You are viewing a plain text version of this content. The canonical link for it is here.
Posted to issues@spark.apache.org by "Madhusudanan Kandasamy (JIRA)" <ji...@apache.org> on 2015/06/29 22:32:04 UTC
[jira] [Commented] (SPARK-8707) RDD#toDebugString fails if any
cached RDD has invalid partitions
[ https://issues.apache.org/jira/browse/SPARK-8707?page=com.atlassian.jira.plugin.system.issuetabpanels:comment-tabpanel&focusedCommentId=14606334#comment-14606334 ]
Madhusudanan Kandasamy commented on SPARK-8707:
-----------------------------------------------
One possible solution is to have a new version of getRDDStorageInfo which would accept RDD id as an argument and calls RDDInfo.fromRdd only for the concerned RDD. The RDD.toDebugString can pass RDD.id as a argument to this method.
> RDD#toDebugString fails if any cached RDD has invalid partitions
> ----------------------------------------------------------------
>
> Key: SPARK-8707
> URL: https://issues.apache.org/jira/browse/SPARK-8707
> Project: Spark
> Issue Type: Bug
> Components: Spark Core
> Affects Versions: 1.4.0, 1.4.1
> Reporter: Aaron Davidson
> Labels: starter
>
> Repro:
> {code}
> sc.textFile("/ThisFileDoesNotExist").cache()
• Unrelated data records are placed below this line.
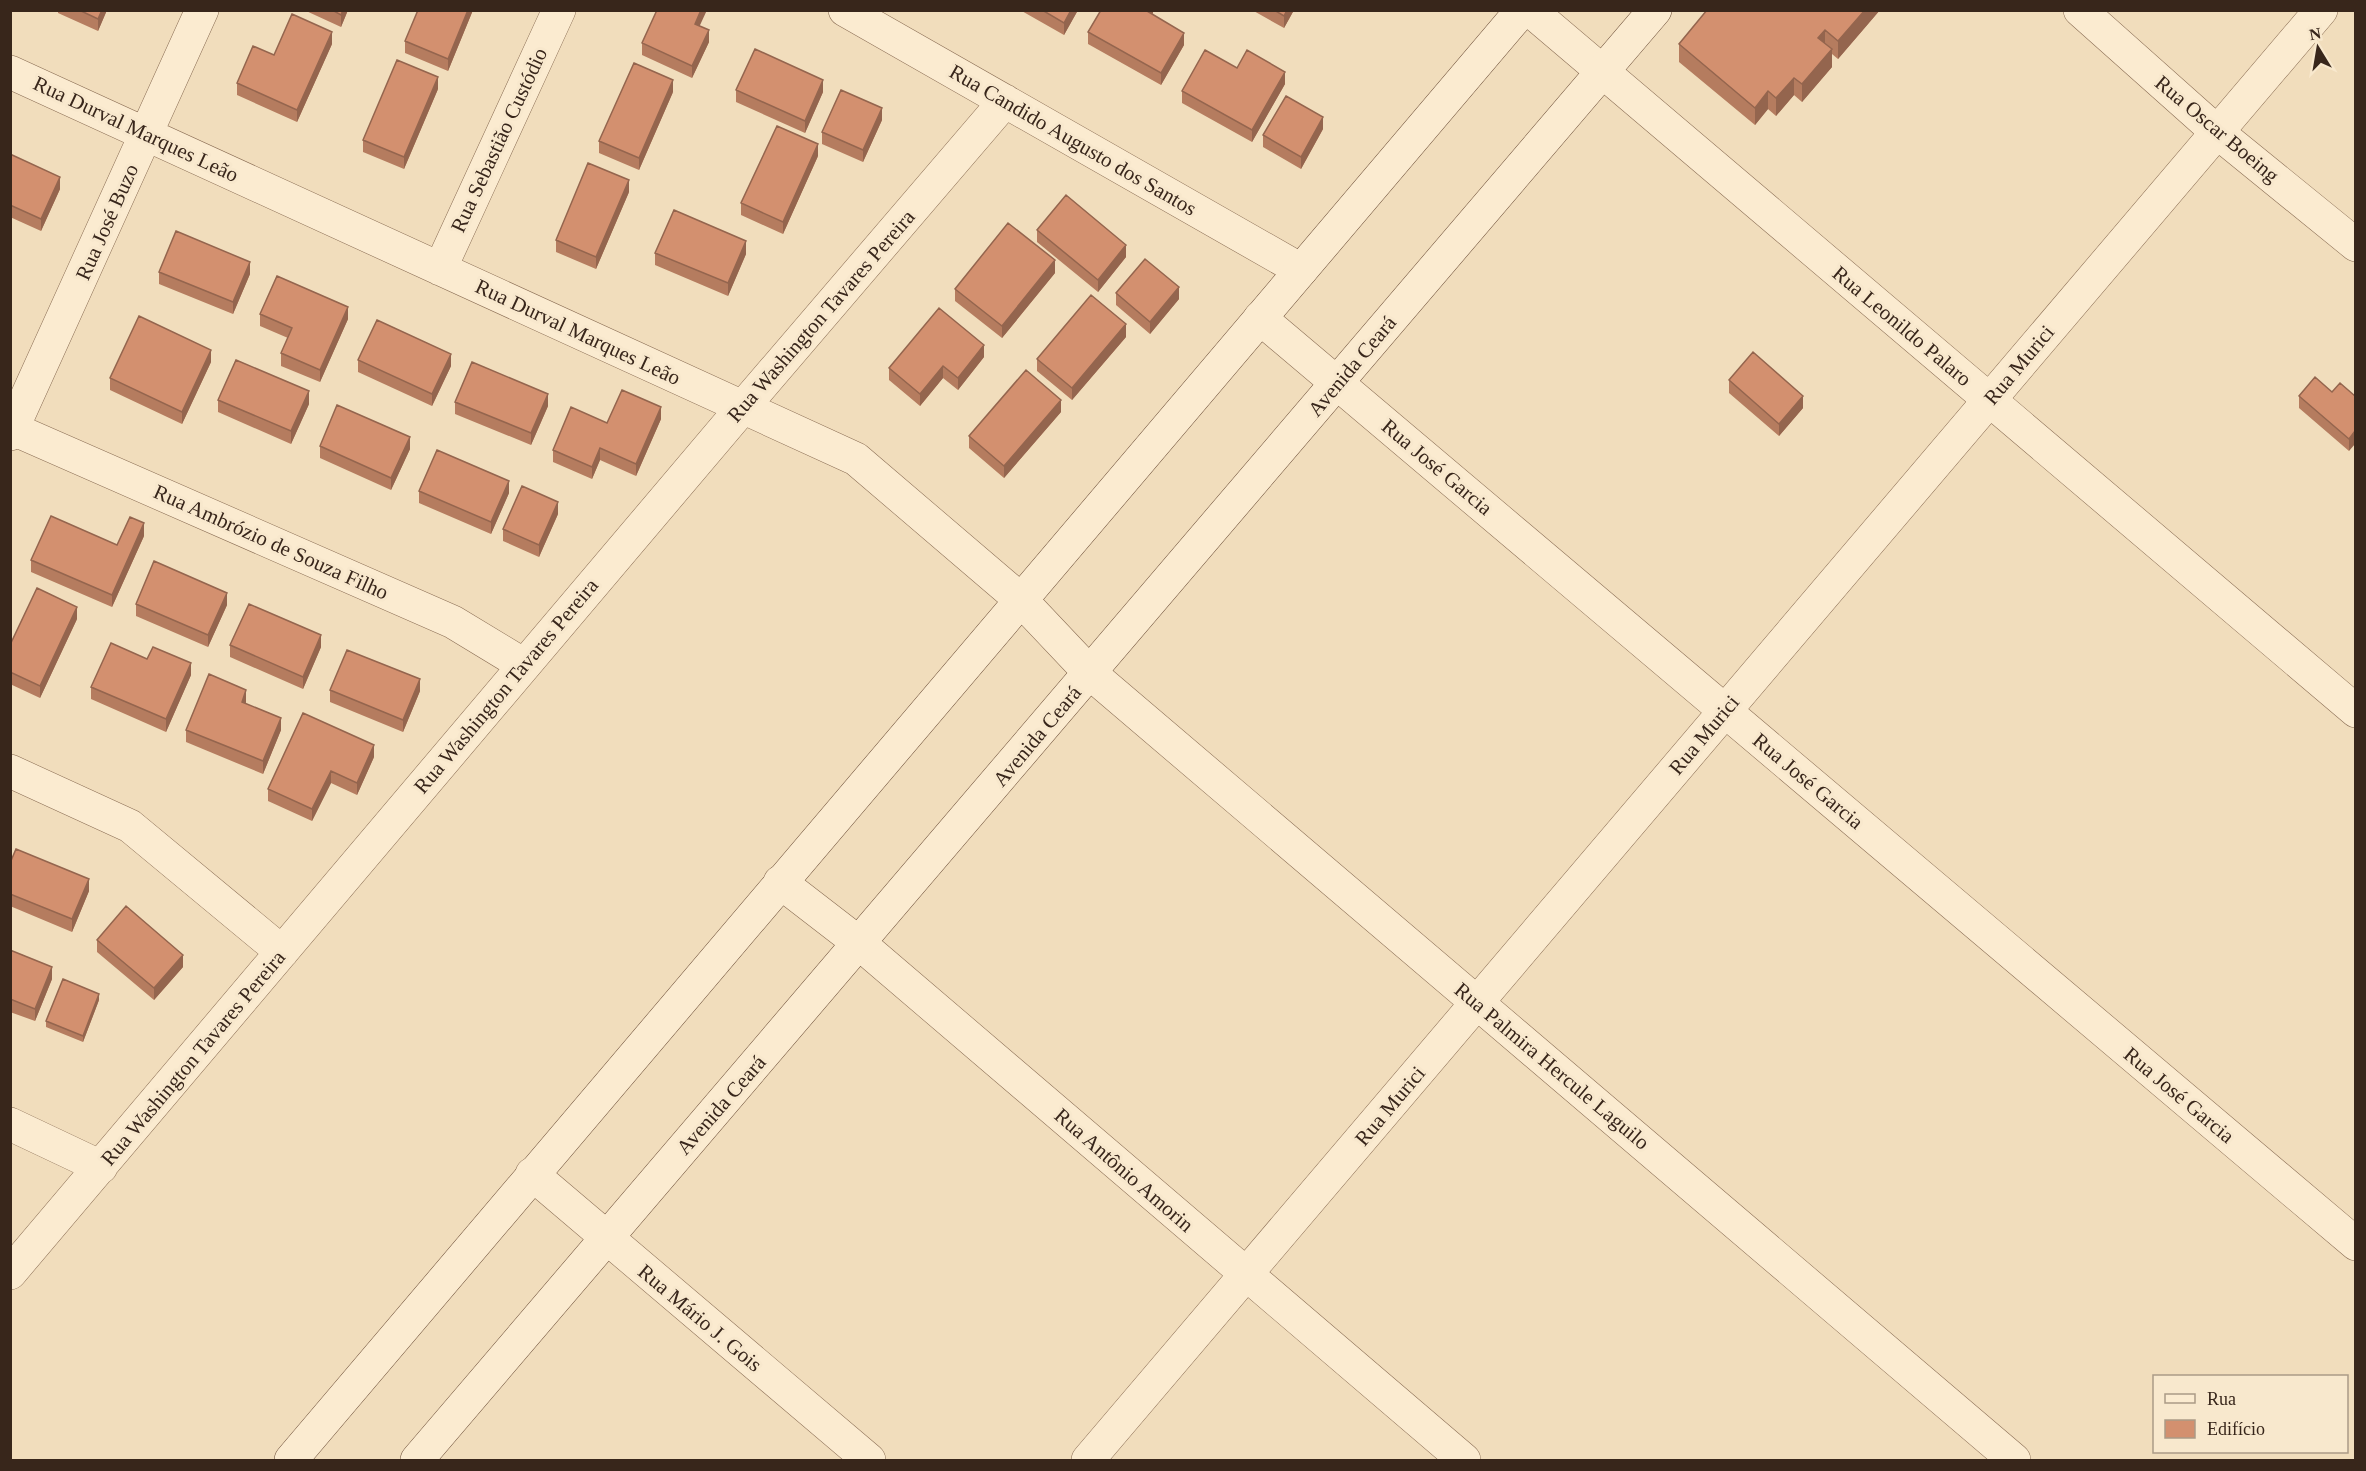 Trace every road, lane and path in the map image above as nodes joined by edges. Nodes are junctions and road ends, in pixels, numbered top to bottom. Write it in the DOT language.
graph roads {
  1 [pos="202,10"];
  2 [pos="559,10"];
  3 [pos="845,10"];
  4 [pos="1522,10"];
  5 [pos="1530,10"];
  6 [pos="1655,10"];
  7 [pos="2080,10"];
  8 [pos="2321,10"];
  9 [pos="10,72"];
  10 [pos="1603,72"];
  11 [pos="1005,101"];
  12 [pos="2217,132"];
  13 [pos="147,134"];
  14 [pos="2355,245"];
  15 [pos="440,268"];
  16 [pos="1301,270"];
  17 [pos="1260,318"];
  18 [pos="1338,383"];
  19 [pos="1989,400"];
  20 [pos="743,407"];
  21 [pos="12,432"];
  22 [pos="1021,600"];
  23 [pos="524,665"];
  24 [pos="1090,673"];
  25 [pos="1725,711"];
  26 [pos="2355,711"];
  27 [pos="10,771"];
  28 [pos="780,882"];
  29 [pos="859,944"];
  30 [pos="282,952"];
  31 [pos="1477,1002"];
  32 [pos="10,1124"];
  33 [pos="101,1167"];
  34 [pos="532,1174"];
  35 [pos="607,1239"];
  36 [pos="2355,1244"];
  37 [pos="10,1273"];
  38 [pos="1246,1275"];
  39 [pos="291,1461"];
  40 [pos="417,1461"];
  41 [pos="869,1461"];
  42 [pos="1088,1461"];
  43 [pos="1464,1461"];
  44 [pos="2014,1461"];
  1 -- 13 [label="street, Rua José Buzo"];
  2 -- 15 [label="street, Rua Sebastião Custódio"];
  3 -- 11 [label="street, Rua Candido Augusto dos Santos"];
  4 -- 16 [label="street"];
  5 -- 10 [label="street, Rua Leonildo Palaro"];
  6 -- 10 [label="street, Avenida Ceará"];
  7 -- 12 [label="street, Rua Oscar Boeing"];
  8 -- 12 [label="street, Rua Murici"];
  9 -- 13 [label="street, Rua Durval Marques Leão"];
  10 -- 18 [label="street, Avenida Ceará"];
  10 -- 19 [label="street, Rua Leonildo Palaro"];
  11 -- 16 [label="street, Rua Candido Augusto dos Santos"];
  11 -- 20 [label="street, Rua Washington Tavares Pereira"];
  12 -- 14 [label="street, Rua Oscar Boeing"];
  12 -- 19 [label="street, Rua Murici"];
  13 -- 15 [label="street, Rua Durval Marques Leão"];
  13 -- 21 [label="street, Rua José Buzo"];
  15 -- 20 [label="street, Rua Durval Marques Leão"];
  16 -- 17 [label="street"];
  17 -- 18 [label="street, Rua José Garcia"];
  17 -- 22 [label="street"];
  18 -- 24 [label="street, Avenida Ceará"];
  18 -- 25 [label="street, Rua José Garcia"];
  19 -- 25 [label="street, Rua Murici"];
  19 -- 26 [label="street, Rua Leonildo Palaro"];
  20 -- 22 [label="street, Rua Durval Marques Leão"];
  20 -- 23 [label="street, Rua Washington Tavares Pereira"];
  21 -- 23 [label="street, Rua Ambrózio de Souza Filho"];
  22 -- 24 [label="street, Rua Durval Marques Leão"];
  22 -- 28 [label="street"];
  23 -- 30 [label="street, Rua Washington Tavares Pereira"];
  24 -- 29 [label="street, Avenida Ceará"];
  24 -- 31 [label="street, Rua Palmira Hercule Laguilo"];
  25 -- 31 [label="street, Rua Murici"];
  25 -- 36 [label="street, Rua José Garcia"];
  27 -- 30 [label="street"];
  28 -- 29 [label="street, Rua Antônio Amorin"];
  28 -- 34 [label="street"];
  29 -- 35 [label="street, Avenida Ceará"];
  29 -- 38 [label="street, Rua Antônio Amorin"];
  30 -- 33 [label="street, Rua Washington Tavares Pereira"];
  31 -- 38 [label="street, Rua Murici"];
  31 -- 44 [label="street, Rua Palmira Hercule Laguilo"];
  32 -- 33 [label="street"];
  33 -- 37 [label="street, Rua Washington Tavares Pereira"];
  34 -- 35 [label="street, Rua Mário J. Gois"];
  34 -- 39 [label="street"];
  35 -- 40 [label="street, Avenida Ceará"];
  35 -- 41 [label="street, Rua Mário J. Gois"];
  38 -- 42 [label="street, Rua Murici"];
  38 -- 43 [label="street, Rua Antônio Amorin"];
}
> sc.parallelize(0 until 100).toDebugString
> {code}
> Output:
> {code}
> java.io.IOException: Not a file: /ThisFileDoesNotExist
> at org.apache.hadoop.mapred.FileInputFormat.getSplits(FileInputFormat.java:215)
> at org.apache.spark.rdd.HadoopRDD.getPartitions(HadoopRDD.scala:207)
> at org.apache.spark.rdd.RDD$$anonfun$partitions$2.apply(RDD.scala:219)
> at org.apache.spark.rdd.RDD$$anonfun$partitions$2.apply(RDD.scala:217)
> at scala.Option.getOrElse(Option.scala:120)
> at org.apache.spark.rdd.RDD.partitions(RDD.scala:217)
> at org.apache.spark.rdd.MapPartitionsRDD.getPartitions(MapPartitionsRDD.scala:32)
> at org.apache.spark.rdd.RDD$$anonfun$partitions$2.apply(RDD.scala:219)
> at org.apache.spark.rdd.RDD$$anonfun$partitions$2.apply(RDD.scala:217)
> at scala.Option.getOrElse(Option.scala:120)
> at org.apache.spark.rdd.RDD.partitions(RDD.scala:217)
> at org.apache.spark.storage.RDDInfo$.fromRdd(RDDInfo.scala:59)
> at org.apache.spark.SparkContext$$anonfun$34.apply(SparkContext.scala:1455)
> at org.apache.spark.SparkContext$$anonfun$34.apply(SparkContext.scala:1455)
> at scala.collection.TraversableLike$$anonfun$map$1.apply(TraversableLike.scala:244)
> at scala.collection.TraversableLike$$anonfun$map$1.apply(TraversableLike.scala:244)
> at scala.collection.Iterator$class.foreach(Iterator.scala:727)
> at scala.collection.AbstractIterator.foreach(Iterator.scala:1157)
> at scala.collection.MapLike$DefaultValuesIterable.foreach(MapLike.scala:206)
> at scala.collection.TraversableLike$class.map(TraversableLike.scala:244)
> at scala.collection.AbstractTraversable.map(Traversable.scala:105)
> at org.apache.spark.SparkContext.getRDDStorageInfo(SparkContext.scala:1455)
> at org.apache.spark.rdd.RDD.debugSelf$1(RDD.scala:1573)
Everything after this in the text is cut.